Make sure you come along to our ‘exit points’. These exciting and engaging celebrations show the children’s learning from across a topic. They range from intimate presentations in class where parents have the chance to view their children’s work, to special assemblies where parents are invited to join us on the dance floor for a Spanish paso doble. There have been extravaganzas which include setting London alight on the playground and hosting a cinema premier at the Greenwich Picturehouse. Not to mention a guided bus tour of London and opening our own art gallery in Woolwich.
Look out for the weekly letter from your child’s class teacher which shares what we are learning the following week. This gives details about what is going to be covered in each subject, as well as giving information about homework and upcoming dates.
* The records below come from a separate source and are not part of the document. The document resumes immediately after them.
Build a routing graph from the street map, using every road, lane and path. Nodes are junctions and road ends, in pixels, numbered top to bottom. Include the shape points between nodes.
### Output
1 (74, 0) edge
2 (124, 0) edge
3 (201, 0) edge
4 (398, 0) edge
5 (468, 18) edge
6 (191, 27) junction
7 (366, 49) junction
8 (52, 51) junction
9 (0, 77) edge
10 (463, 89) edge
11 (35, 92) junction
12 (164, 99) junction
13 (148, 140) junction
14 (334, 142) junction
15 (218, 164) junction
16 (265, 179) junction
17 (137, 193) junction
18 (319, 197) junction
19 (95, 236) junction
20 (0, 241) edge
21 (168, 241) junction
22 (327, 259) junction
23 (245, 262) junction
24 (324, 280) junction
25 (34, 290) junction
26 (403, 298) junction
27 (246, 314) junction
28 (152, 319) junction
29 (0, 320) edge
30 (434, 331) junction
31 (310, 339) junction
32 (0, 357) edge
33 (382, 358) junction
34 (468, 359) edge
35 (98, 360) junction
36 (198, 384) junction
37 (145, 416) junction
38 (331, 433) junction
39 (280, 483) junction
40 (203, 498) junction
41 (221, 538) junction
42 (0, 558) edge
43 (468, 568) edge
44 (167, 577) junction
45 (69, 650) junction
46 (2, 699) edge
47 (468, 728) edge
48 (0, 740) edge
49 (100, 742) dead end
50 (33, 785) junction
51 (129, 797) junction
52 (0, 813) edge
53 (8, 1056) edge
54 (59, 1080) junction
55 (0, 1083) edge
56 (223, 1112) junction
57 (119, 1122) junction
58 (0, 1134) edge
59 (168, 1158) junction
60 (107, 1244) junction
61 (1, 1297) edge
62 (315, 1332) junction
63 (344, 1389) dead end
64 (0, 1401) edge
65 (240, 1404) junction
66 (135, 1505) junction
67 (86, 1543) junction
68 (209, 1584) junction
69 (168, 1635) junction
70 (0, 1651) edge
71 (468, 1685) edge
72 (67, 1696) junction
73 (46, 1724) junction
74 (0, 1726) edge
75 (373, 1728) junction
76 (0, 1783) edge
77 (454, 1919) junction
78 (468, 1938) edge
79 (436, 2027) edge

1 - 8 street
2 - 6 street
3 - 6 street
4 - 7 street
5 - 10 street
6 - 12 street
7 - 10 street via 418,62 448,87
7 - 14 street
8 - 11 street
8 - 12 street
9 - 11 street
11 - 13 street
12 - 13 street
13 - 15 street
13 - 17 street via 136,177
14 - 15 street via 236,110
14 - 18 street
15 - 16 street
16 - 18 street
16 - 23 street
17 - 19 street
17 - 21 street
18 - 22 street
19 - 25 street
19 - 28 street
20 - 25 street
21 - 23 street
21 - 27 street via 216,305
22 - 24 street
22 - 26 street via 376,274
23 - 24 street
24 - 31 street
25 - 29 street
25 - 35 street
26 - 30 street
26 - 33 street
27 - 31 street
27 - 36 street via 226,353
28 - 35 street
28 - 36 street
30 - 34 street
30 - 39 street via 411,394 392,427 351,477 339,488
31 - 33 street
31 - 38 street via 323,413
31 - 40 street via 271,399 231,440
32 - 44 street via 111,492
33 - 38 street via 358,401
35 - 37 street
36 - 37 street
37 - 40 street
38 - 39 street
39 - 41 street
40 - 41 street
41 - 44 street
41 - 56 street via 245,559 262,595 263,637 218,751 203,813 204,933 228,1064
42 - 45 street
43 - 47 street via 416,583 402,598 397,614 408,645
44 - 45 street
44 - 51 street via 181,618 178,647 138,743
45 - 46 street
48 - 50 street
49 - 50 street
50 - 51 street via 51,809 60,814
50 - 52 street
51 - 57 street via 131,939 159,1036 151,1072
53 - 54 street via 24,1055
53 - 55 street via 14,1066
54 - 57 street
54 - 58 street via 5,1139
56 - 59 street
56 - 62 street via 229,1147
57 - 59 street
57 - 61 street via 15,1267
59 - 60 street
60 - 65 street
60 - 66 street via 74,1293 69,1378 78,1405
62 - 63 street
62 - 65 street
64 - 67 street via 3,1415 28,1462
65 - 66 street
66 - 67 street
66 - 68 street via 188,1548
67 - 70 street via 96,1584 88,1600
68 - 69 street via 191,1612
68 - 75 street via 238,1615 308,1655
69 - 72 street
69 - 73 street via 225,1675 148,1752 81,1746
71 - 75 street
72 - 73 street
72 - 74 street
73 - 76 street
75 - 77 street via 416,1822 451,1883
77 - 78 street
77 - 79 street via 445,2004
Half termly newsletters – Each Year group produces a newsletter at the beginning of each half term which shares information about what will be covered in all the curriculum areas. It also includes further information about how you can help at home as well as suggestions of useful websites.
Spellings and mental maths – Children are given spellings to learn for weekly tests. They will also be expected to practise mental maths skills at home. These may include number bonds and times tables.
One of the most important things you can do to support your child is to ensure that they arrive at school on time, having had breakfast. Breakfast Club is available at school and you should contact the school office for further information.
There are many events that happen in each class throughout the year which parents are invited to… Check out your child’s Year group as well as the curriculum section to see a selection of events from this year!
Local support for parents
Council website with information about parent drop-in sessions, Mencap, travel support, welfare benefits
Greenwich Sure Start services
Bexley, Bromley, Greenwich and Lewisham support
parenting support charity
Inviting parents into school
Reception and Key Stage 1 invite parents into class to read with their children after drop-off on Friday mornings. Nursery parents have the opportunity to read with their children after drop-off on Thursday morning or afternoon. Come and share a story with your child and their friends!
Parents of Nursery children are welcomed into class for workshops during each topic. During this time, there are a number of activities designed to support development. The work produced forms part of our classroom environment through vibrant and creative displays that parents and children have worked on together.
Reception and Nursery staff are available before school from 8:45 am to catch up with parents regarding their child’s development. They are also available after school until 3:45 pm. If you feel a more indepth discussion is required, please see the class teacher to organise a convenient time.
Our Early Years team know that a young child’s development is continual. Parents are encouraged to note developmental landmarks on special post-it notes which are available from the class teacher. We understand that beginning school in Nursery is an exciting time for children and their families. Parents are invited to settle their children in Nursery for as long as necessary.